Authors: Sergey Avvakumov and Gabriel Nivasch

Published in: LIPIcs, Volume 164, 36th International Symposium on Computational Geometry (SoCG 2020)

Abstract
We define and study a discrete process that generalizes the convex-layer decomposition of a planar point set. Our process, which we call homotopic curve shortening (HCS), starts with a closed curve (which might self-intersect) in the presence of a set P⊂ ℝ² of point obstacles, and evolves in discrete steps, where each step consists of (1) taking shortcuts around the obstacles, and (2) reducing the curve to its shortest homotopic equivalent. We find experimentally that, if the initial curve is held fixed and P is chosen to be either a very fine regular grid or a uniformly random point set, then HCS behaves at the limit like the affine curve-shortening flow (ACSF).
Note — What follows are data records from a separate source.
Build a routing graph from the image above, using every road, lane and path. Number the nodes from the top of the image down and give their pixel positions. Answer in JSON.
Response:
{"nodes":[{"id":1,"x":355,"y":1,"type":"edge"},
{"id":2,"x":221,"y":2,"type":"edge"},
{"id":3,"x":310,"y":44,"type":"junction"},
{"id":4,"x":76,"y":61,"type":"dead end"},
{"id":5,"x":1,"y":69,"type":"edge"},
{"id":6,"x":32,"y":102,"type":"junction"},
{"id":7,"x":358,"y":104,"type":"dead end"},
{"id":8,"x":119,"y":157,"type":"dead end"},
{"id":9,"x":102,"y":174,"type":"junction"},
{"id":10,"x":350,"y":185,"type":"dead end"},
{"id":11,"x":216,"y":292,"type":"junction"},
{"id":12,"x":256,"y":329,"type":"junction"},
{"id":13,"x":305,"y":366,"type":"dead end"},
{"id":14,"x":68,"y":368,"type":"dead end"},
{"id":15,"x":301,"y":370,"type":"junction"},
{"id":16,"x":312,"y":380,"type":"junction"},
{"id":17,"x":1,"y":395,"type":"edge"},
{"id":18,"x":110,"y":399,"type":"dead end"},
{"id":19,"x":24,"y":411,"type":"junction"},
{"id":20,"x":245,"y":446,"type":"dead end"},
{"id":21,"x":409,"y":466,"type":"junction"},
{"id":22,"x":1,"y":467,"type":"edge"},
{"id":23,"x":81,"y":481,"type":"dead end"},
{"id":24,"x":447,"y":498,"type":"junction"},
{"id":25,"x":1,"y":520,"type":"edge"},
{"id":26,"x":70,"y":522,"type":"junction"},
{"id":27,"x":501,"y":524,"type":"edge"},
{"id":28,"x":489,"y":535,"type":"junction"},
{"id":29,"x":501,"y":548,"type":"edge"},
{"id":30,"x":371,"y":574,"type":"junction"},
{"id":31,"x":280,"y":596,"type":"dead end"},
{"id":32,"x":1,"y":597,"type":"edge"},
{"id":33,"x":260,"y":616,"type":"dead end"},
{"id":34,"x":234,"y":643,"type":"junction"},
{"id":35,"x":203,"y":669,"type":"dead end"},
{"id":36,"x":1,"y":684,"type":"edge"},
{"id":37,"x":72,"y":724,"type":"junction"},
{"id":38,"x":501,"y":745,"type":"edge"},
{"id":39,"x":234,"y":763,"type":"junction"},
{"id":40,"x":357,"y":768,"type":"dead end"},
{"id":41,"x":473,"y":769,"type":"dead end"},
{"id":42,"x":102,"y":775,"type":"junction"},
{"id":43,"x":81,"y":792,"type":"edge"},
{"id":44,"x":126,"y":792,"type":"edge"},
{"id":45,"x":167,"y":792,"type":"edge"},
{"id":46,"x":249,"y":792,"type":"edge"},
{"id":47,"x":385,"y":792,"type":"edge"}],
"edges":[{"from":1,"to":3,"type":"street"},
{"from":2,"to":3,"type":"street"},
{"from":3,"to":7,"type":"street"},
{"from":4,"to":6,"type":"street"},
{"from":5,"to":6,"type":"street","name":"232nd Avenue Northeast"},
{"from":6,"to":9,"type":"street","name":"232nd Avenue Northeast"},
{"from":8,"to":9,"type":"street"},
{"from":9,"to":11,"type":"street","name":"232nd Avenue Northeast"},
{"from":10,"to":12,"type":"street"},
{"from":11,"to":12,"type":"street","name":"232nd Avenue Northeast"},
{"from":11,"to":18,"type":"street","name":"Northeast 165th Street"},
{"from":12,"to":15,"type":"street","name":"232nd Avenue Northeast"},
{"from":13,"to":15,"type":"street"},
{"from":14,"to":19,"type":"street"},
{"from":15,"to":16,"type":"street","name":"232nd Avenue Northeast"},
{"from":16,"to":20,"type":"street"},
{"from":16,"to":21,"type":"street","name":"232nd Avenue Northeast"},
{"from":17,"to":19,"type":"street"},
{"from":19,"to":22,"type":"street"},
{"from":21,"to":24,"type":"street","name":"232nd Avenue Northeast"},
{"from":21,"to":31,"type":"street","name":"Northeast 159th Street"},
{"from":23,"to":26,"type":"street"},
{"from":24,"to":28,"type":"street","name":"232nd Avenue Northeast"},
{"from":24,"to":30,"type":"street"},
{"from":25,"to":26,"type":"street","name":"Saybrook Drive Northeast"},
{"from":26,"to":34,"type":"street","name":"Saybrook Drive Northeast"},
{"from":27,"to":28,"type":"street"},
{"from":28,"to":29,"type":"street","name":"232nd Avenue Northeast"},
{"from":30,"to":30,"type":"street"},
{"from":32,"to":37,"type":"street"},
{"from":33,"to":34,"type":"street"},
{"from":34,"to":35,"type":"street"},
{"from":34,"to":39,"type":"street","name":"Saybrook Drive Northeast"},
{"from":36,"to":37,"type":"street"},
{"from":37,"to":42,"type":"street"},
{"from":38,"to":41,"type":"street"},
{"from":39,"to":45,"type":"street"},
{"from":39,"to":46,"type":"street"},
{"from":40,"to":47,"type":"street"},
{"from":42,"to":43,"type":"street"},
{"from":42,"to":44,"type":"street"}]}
This connection between HCS and ACSF generalizes the link between "grid peeling" and the ACSF observed by Eppstein et al. (2017), which applied only to convex curves, and which was studied only for regular grids. We prove that HCS satisfies some properties analogous to those of ACSF: HCS is invariant under affine transformations, preserves convexity, and does not increase the total absolute curvature. Furthermore, the number of self-intersections of a curve, or intersections between two curves (appropriately defined), does not increase. Finally, if the initial curve is simple, then the number of inflection points (appropriately defined) does not increase.
Cite as

Sergey Avvakumov and Gabriel Nivasch. Homotopic Curve Shortening and the Affine Curve-Shortening Flow. In 36th International Symposium on Computational Geometry (SoCG 2020). Leibniz International Proceedings in Informatics (LIPIcs), Volume 164, pp. 12:1-12:15, Schloss Dagstuhl – Leibniz-Zentrum für Informatik (2020)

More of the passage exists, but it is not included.